_WHAT YOU HAVE TO DO:_ You are asked to filter the data below and copy every line holding "junction".

_Collected data entries:_
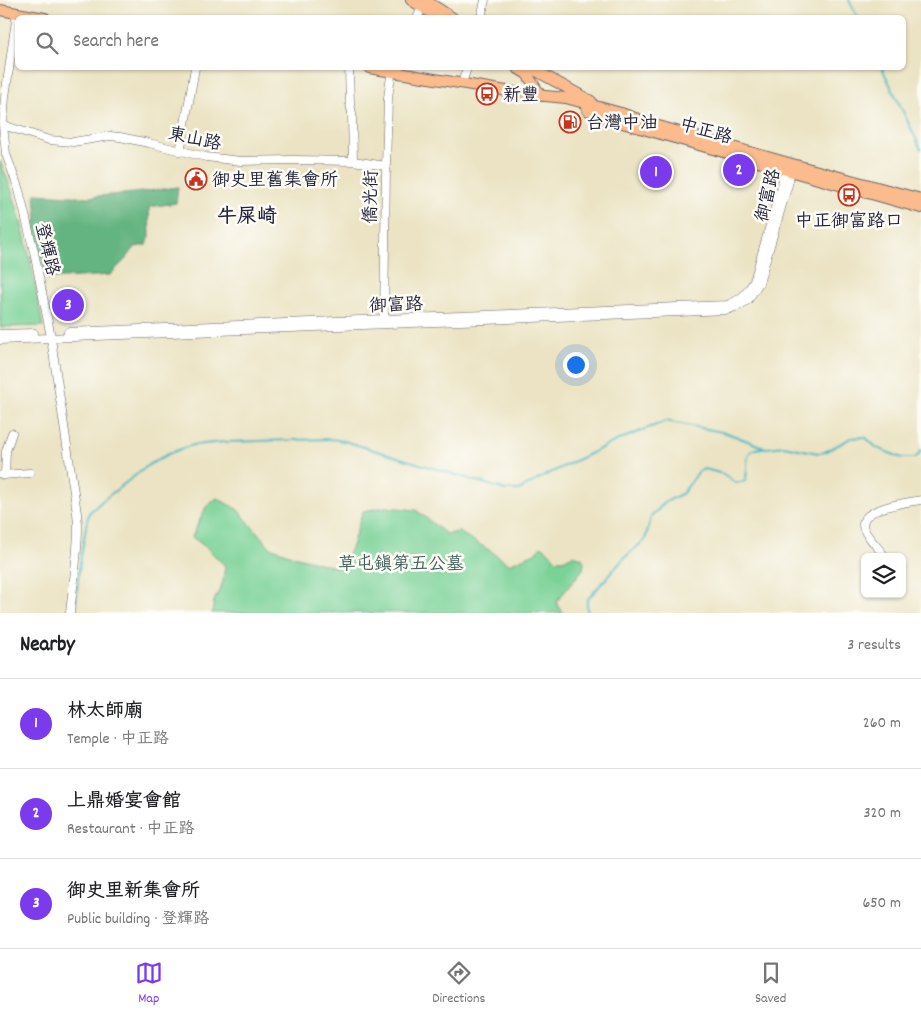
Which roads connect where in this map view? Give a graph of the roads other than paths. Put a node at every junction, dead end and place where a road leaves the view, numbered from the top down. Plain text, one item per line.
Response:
1 (411, 0) edge
2 (485, 0) edge
3 (424, 3) edge
4 (0, 10) edge
5 (17, 13) joint
6 (29, 15) edge
7 (418, 15) edge
8 (436, 15) edge
9 (446, 15) edge
10 (482, 15) edge
11 (15, 26) edge
12 (195, 70) edge
13 (349, 70) edge
14 (392, 70) edge
15 (397, 70) edge
16 (466, 70) edge
17 (520, 70) edge
18 (535, 70) edge
19 (462, 84) junction
20 (541, 96) junction
21 (605, 108) junction
22 (3, 124) junction
23 (180, 152) junction
24 (352, 161) junction
25 (386, 166) junction
26 (790, 169) junction
27 (921, 199) edge
28 (921, 208) edge
29 (384, 322) junction
30 (0, 334) edge
31 (51, 335) junction
32 (0, 340) edge
33 (12, 433) dead end
34 (30, 473) dead end
35 (3, 475) edge
36 (921, 500) edge
37 (882, 553) edge
38 (70, 613) edge

1 - 3 main road
2 - 10 street
3 - 7 street
3 - 8 main road
3 - 9 main road
4 - 5 main road
5 - 6 main road
11 - 22 street, 登輝路
12 - 23 street
13 - 24 street
14 - 25 street, 僑光街
15 - 19 main road, 中正路
16 - 19 street
17 - 20 main road
18 - 21 main road
19 - 20 main road, 中正路
20 - 21 main road, 中正路
20 - 26 main road, 中正路
21 - 26 main road, 中正路
22 - 23 street, 東山路
22 - 31 street, 登輝路
23 - 24 street, 東山路
24 - 25 street, 東山路
25 - 29 street, 僑光街
26 - 27 main road, 中正路
26 - 28 main road, 中正路
26 - 29 street, 御富路
29 - 31 street, 御富路
30 - 31 street, 御富路
31 - 32 street, 御富路
31 - 38 street, 登輝路
33 - 35 street
34 - 35 street
36 - 37 street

_SOLUTION BELOW:_
Which roads connect where in this map view? Give a graph of the roads other than paths. Put a node at every junction, dead end and place where a road leaves the view, numbered from the top down. Plain text, one item per line.
19 (462, 84) junction
20 (541, 96) junction
21 (605, 108) junction
22 (3, 124) junction
23 (180, 152) junction
24 (352, 161) junction
25 (386, 166) junction
26 (790, 169) junction
29 (384, 322) junction
31 (51, 335) junction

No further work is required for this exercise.